You now have a Wails app that:

  • Checks GitHub Releases for updates on demand and on a timer.
  • Renders release notes as Markdown in a polished default window.
  • Verifies downloads against a SHA-256 digest you publish.
  • Optionally verifies an Ed25519 signature against a public key you embed at build time.
  • Swaps the running binary in-place and relaunches automatically.
  • The Updater guide has the full API reference, every event, every config option, and the helper-mode swap mechanics.
  • Look at v3/examples/updater for a complete working example you can clone.
  • The test target repo wailsapp/updater-demo shows the recommended release-asset layout.
  • Code signing on macOS — Gatekeeper requires the swapped binary to be signed and notarised. Sign your .app bundle before zipping it for the release. The updater preserves the bytes verbatim; it doesn’t re-sign anything.

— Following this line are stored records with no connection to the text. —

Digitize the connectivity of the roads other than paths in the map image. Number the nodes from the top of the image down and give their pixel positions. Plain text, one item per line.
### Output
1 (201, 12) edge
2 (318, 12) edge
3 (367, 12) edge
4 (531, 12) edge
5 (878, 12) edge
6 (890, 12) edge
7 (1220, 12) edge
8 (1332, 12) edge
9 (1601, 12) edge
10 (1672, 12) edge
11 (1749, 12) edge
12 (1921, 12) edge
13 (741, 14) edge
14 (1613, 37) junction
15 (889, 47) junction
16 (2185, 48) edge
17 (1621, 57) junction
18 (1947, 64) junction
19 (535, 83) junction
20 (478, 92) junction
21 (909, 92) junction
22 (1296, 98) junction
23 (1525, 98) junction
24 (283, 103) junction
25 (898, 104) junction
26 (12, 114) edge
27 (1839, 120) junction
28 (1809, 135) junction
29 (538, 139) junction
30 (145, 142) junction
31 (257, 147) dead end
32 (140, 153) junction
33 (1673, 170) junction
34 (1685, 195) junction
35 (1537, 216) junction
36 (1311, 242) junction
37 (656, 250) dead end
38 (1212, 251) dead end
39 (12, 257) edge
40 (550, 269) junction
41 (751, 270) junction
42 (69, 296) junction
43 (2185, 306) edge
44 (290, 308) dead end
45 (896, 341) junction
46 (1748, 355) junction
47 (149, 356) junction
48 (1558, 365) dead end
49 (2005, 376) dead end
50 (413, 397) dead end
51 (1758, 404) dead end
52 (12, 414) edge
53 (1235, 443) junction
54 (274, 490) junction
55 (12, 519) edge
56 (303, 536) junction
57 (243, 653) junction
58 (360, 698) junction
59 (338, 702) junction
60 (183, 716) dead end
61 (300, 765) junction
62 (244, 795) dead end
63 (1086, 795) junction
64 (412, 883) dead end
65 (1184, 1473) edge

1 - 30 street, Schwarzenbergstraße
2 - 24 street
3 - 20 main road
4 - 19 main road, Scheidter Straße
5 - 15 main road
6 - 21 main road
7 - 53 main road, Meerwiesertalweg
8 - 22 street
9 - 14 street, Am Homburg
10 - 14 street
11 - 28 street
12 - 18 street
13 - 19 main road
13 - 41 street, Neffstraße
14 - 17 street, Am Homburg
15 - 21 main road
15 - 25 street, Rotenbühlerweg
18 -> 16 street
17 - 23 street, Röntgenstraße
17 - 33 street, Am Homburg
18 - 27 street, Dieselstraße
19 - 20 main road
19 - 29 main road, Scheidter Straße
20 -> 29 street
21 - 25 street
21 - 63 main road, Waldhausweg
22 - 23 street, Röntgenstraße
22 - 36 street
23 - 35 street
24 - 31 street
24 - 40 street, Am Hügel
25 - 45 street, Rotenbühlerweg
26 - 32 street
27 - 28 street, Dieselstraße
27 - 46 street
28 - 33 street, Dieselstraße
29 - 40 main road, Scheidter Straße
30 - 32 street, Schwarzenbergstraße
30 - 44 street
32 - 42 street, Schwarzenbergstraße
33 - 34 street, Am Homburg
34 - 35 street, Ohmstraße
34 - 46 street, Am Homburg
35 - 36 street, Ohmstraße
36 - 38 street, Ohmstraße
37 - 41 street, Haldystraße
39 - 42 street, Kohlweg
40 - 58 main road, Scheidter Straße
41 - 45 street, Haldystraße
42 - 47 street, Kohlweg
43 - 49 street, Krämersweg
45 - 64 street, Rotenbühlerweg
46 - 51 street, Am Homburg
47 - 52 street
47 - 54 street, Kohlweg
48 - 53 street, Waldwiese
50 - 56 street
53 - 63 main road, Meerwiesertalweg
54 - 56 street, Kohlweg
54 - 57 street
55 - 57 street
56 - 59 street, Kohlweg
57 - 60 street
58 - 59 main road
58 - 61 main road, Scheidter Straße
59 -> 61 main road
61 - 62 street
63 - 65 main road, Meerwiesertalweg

  • Antivirus on Windows — unsigned .exe files downloaded from the internet can trigger SmartScreen warnings. Sign your binary with an Authenticode certificate, or accept that users on locked-down machines may need to whitelist your app.
  • Atomic releases — publish SHA256SUMS (and your binaries) together, not in separate commits. The updater fetches the sidecar separately from the binary; if they drift the digest check fails closed.
  • Skipped versions — the default window’s “Skip This Version” button records the skip locally. If you ship a critical security update, give it a new version number so it doesn’t get auto-skipped by users who dismissed an earlier release.